A non-reactive natural product precursor of the duocarmycin family has potent and selective antimalarial activity

We identify a selective nanomolar inhibitor of blood-stage malarial proliferation from a screen of microbial natural product extracts. The responsible compound, PDE-I₂, is a precursor of the anticancer duocarmycin family that preserves the class's sequence-specific DNA binding but lacks its signature DNA alkylating cyclopropyl warhead. While less active than duocarmycin, PDE-I₂ retains comparable antimalarial potency to chloroquine. Importantly, PDE-I₂ is >1,000-fold less toxic to human cell lines than duocarmycin, with mitigated impacts on eukaryotic chromosome stability.

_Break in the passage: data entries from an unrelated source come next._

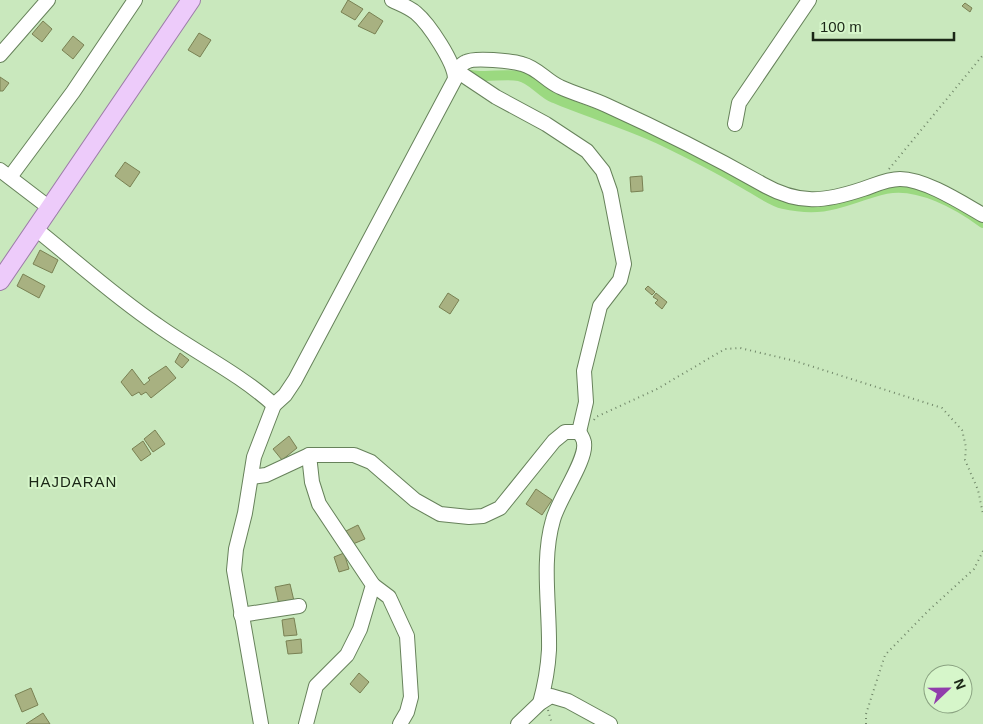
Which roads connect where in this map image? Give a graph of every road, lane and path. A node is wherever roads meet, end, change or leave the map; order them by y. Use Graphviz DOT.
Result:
graph roads {
  1 [pos="48,0"];
  2 [pos="135,0"];
  3 [pos="191,0"];
  4 [pos="392,0"];
  5 [pos="809,0"];
  6 [pos="983,54"];
  7 [pos="0,55"];
  8 [pos="459,68"];
  9 [pos="735,124"];
  10 [pos="5,174"];
  11 [pos="881,182"];
  12 [pos="51,210"];
  13 [pos="983,215"];
  14 [pos="37,230"];
  15 [pos="0,281"];
  16 [pos="274,405"];
  17 [pos="582,437"];
  18 [pos="309,455"];
  19 [pos="251,477"];
  20 [pos="983,514"];
  21 [pos="983,550"];
  22 [pos="373,585"];
  23 [pos="299,606"];
  24 [pos="240,616"];
  25 [pos="540,702"];
  26 [pos="260,724"];
  27 [pos="306,724"];
  28 [pos="400,724"];
  29 [pos="518,724"];
  30 [pos="610,724"];
  31 [pos="866,724"];
  1 -- 7 [label="street"];
  2 -- 10 [label="street"];
  3 -- 12 [label="main road"];
  4 -- 8 [label="street"];
  5 -- 9 [label="street"];
  6 -- 11 [label="path"];
  8 -- 11 [label="street"];
  8 -- 16 [label="street"];
  8 -- 17 [label="street"];
  10 -- 12 [label="street"];
  11 -- 13 [label="street"];
  12 -- 14 [label="main road"];
  14 -- 15 [label="main road"];
  14 -- 16 [label="street"];
  16 -- 19 [label="street"];
  17 -- 18 [label="street"];
  17 -- 20 [label="path"];
  17 -- 25 [label="street"];
  18 -- 19 [label="street"];
  18 -- 22 [label="street"];
  19 -- 24 [label="street"];
  21 -- 31 [label="path"];
  22 -- 27 [label="street"];
  22 -- 28 [label="street"];
  23 -- 24 [label="street"];
  24 -- 26 [label="street"];
  25 -- 29 [label="street"];
  25 -- 30 [label="street"];
}
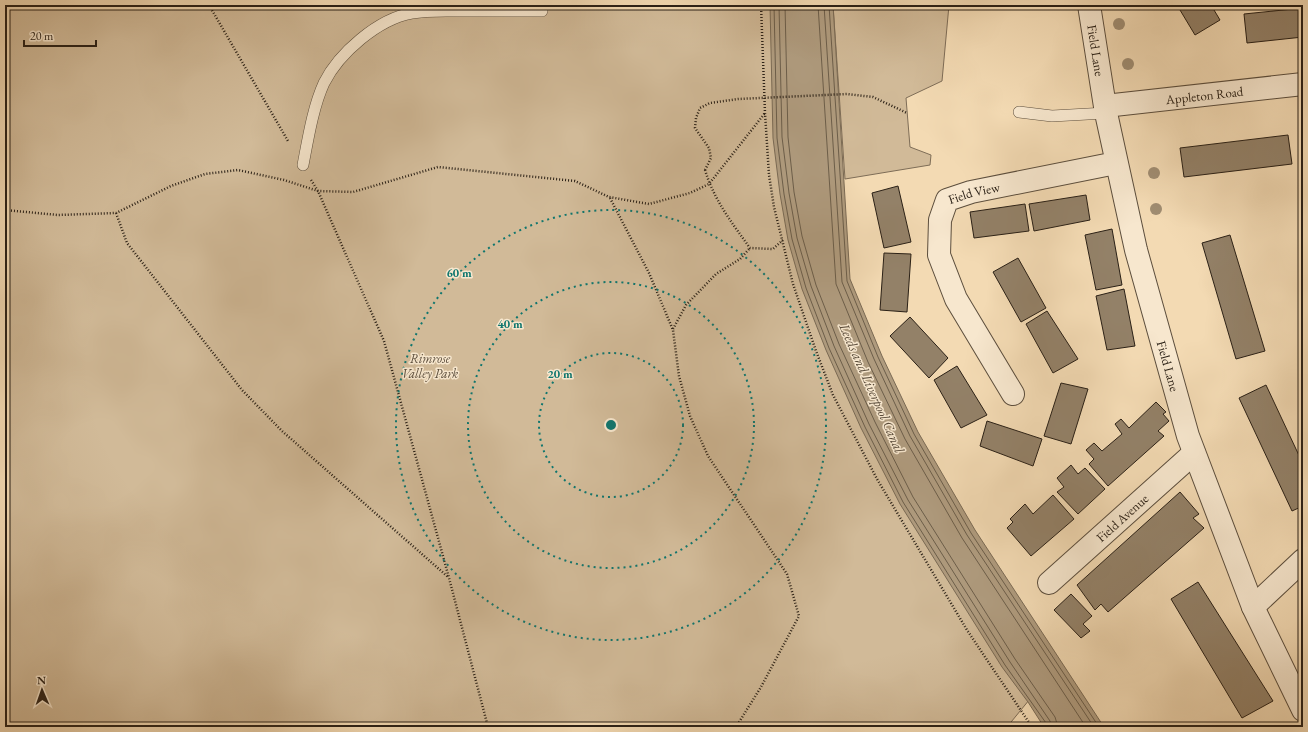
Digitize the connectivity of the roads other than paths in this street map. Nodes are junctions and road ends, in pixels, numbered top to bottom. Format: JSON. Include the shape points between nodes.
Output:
{"nodes":[{"id":1,"x":542,"y":5,"type":"edge"},
{"id":2,"x":1089,"y":5,"type":"edge"},
{"id":3,"x":1303,"y":84,"type":"edge"},
{"id":4,"x":1106,"y":110,"type":"junction"},
{"id":5,"x":1019,"y":112,"type":"dead end"},
{"id":6,"x":1116,"y":164,"type":"junction"},
{"id":7,"x":303,"y":165,"type":"road end"},
{"id":8,"x":1013,"y":394,"type":"dead end"},
{"id":9,"x":1194,"y":453,"type":"junction"},
{"id":10,"x":1303,"y":560,"type":"edge"},
{"id":11,"x":1049,"y":583,"type":"dead end"},
{"id":12,"x":1253,"y":607,"type":"junction"},
{"id":13,"x":1303,"y":710,"type":"edge"}],
"edges":[{"from":1,"to":7,"type":"lane","via":[[542,11],[411,13],[372,30],[340,60],[324,83],[312,120]]},
{"from":2,"to":4,"type":"street","name":"Field Lane"},
{"from":3,"to":4,"type":"street","name":"Appleton Road"},
{"from":4,"to":5,"type":"lane","via":[[1052,116]]},
{"from":4,"to":6,"type":"street","name":"Field Lane"},
{"from":6,"to":8,"type":"street","name":"Field View","via":[[972,192],[947,200],[940,220],[939,255],[956,299]]},
{"from":6,"to":9,"type":"street","name":"Field Lane","via":[[1136,250]]},
{"from":9,"to":11,"type":"street","name":"Field Avenue"},
{"from":9,"to":12,"type":"street","name":"Field Lane"},
{"from":10,"to":12,"type":"street"},
{"from":12,"to":13,"type":"street","name":"Field Lane"}]}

PDE-I₂ treatment induces severe defects in parasite nuclear segregation leading to impaired daughter cell formation during schizogony. Time-of-addition studies implicate parasite DNA metabolism as the target of PDE-I₂, with defects observed in DNA replication and chromosome integrity. We find the effect of duocarmycin and PDE-I₂ on parasites is phenotypically indistinguishable, indicating that the DNA binding specificity of duocarmycins is sufficient and the genotoxic cyclopropyl warhead is dispensable for the parasite-specific selectivity of this compound class.